### WORK ITEM:
Retype all the data word for word.

Dataset entries:
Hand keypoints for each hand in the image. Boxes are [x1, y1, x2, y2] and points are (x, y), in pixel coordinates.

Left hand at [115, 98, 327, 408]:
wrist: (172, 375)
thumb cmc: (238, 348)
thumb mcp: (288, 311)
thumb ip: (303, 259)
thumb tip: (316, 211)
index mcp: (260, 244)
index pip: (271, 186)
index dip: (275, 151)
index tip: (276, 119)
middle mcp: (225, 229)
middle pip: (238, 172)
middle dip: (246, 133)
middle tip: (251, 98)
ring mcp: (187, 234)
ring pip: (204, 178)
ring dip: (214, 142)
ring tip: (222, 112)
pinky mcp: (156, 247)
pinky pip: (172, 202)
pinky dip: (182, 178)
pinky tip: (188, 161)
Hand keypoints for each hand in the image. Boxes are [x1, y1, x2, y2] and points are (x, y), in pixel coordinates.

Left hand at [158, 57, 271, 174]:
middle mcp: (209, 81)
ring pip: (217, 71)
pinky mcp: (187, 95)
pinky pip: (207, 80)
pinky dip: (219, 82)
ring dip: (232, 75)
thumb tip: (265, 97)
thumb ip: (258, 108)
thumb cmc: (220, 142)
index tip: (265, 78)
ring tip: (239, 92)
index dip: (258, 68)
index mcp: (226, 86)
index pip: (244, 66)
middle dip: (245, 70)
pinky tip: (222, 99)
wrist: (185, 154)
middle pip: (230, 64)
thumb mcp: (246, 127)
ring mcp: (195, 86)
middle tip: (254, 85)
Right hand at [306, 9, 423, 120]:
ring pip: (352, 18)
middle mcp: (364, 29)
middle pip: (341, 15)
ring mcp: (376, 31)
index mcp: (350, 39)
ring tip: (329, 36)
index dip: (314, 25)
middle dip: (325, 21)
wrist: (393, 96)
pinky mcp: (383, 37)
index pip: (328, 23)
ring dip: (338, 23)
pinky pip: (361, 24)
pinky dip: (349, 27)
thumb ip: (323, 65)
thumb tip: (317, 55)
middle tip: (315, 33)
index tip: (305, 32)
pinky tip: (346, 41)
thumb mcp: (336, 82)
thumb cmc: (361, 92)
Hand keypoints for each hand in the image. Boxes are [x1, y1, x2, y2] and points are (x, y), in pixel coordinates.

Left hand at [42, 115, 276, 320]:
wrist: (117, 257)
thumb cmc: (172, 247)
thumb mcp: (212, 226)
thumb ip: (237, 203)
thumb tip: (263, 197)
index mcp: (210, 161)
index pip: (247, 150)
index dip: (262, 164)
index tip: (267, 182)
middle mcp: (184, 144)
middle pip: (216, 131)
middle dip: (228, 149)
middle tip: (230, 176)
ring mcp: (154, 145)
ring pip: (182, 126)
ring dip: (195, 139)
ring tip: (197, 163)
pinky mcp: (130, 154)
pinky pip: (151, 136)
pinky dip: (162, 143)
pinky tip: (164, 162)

### RESULT:
Hand keypoints for each hand in the image. Boxes are [x1, y1, x2, y2] and points are (x, y), in pixel coordinates.

Left hand at [115, 98, 327, 408]:
wrist: (172, 375)
thumb cmc: (238, 348)
thumb mcp: (288, 311)
thumb ip: (303, 259)
thumb tip: (316, 211)
index mcp: (260, 244)
index pip: (271, 186)
index dip: (275, 151)
index tip: (276, 119)
middle mcp: (225, 229)
middle pip: (238, 172)
middle dip: (246, 133)
middle tip: (251, 98)
ring mcp: (187, 234)
ring pip: (204, 178)
ring dip: (214, 142)
ring tip: (222, 112)
pinky mcp: (156, 247)
pinky pip: (172, 202)
pinky dip: (182, 178)
pinky tip: (188, 161)
Hand keypoints for each hand in the image. Boxes are [x1, y1, x2, y2] and points are (x, y), in pixel coordinates.

Left hand at [158, 57, 271, 174]:
middle mcp: (209, 81)
ring pip: (217, 71)
pinky mcp: (187, 95)
pinky pip: (207, 80)
pinky dip: (219, 82)
ring dip: (232, 75)
thumb tip: (265, 97)
thumb ip: (258, 108)
thumb cmc: (220, 142)
index tip: (265, 78)
ring tip: (239, 92)
index dip: (258, 68)
index mcp: (226, 86)
index pip: (244, 66)
middle dip: (245, 70)
pinky tip: (222, 99)
wrist: (185, 154)
middle pip: (230, 64)
thumb mcp: (246, 127)
ring mcp: (195, 86)
middle tip: (254, 85)
Right hand at [306, 9, 423, 120]:
ring pip: (352, 18)
middle mcp: (364, 29)
middle pip: (341, 15)
ring mcp: (376, 31)
index mcp: (350, 39)
ring tip: (329, 36)
index dip: (314, 25)
middle dip: (325, 21)
wrist: (393, 96)
pinky mcp: (383, 37)
index pip: (328, 23)
ring dip: (338, 23)
pinky pip: (361, 24)
pinky dip: (349, 27)
thumb ip: (323, 65)
thumb tip: (317, 55)
middle tip: (315, 33)
index tip: (305, 32)
pinky tip: (346, 41)
thumb mcp: (336, 82)
thumb cmc: (361, 92)
Hand keypoints for each hand in the image. Boxes are [x1, y1, x2, y2] and points are (x, y), in pixel coordinates.

Left hand at [42, 115, 276, 320]:
wrist: (117, 257)
thumb cmc: (172, 247)
thumb mcp: (212, 226)
thumb ip: (237, 203)
thumb tip: (263, 197)
index mcp: (210, 161)
index pip: (247, 150)
index dip: (262, 164)
index tip: (267, 182)
middle mcp: (184, 144)
middle pip: (216, 131)
middle dip: (228, 149)
middle tip: (230, 176)
ring mcp: (154, 145)
ring pip: (182, 126)
ring dip: (195, 139)
ring tip: (197, 163)
pinky mcp: (130, 154)
pinky pip: (151, 136)
pinky dip: (162, 143)
pinky tip: (164, 162)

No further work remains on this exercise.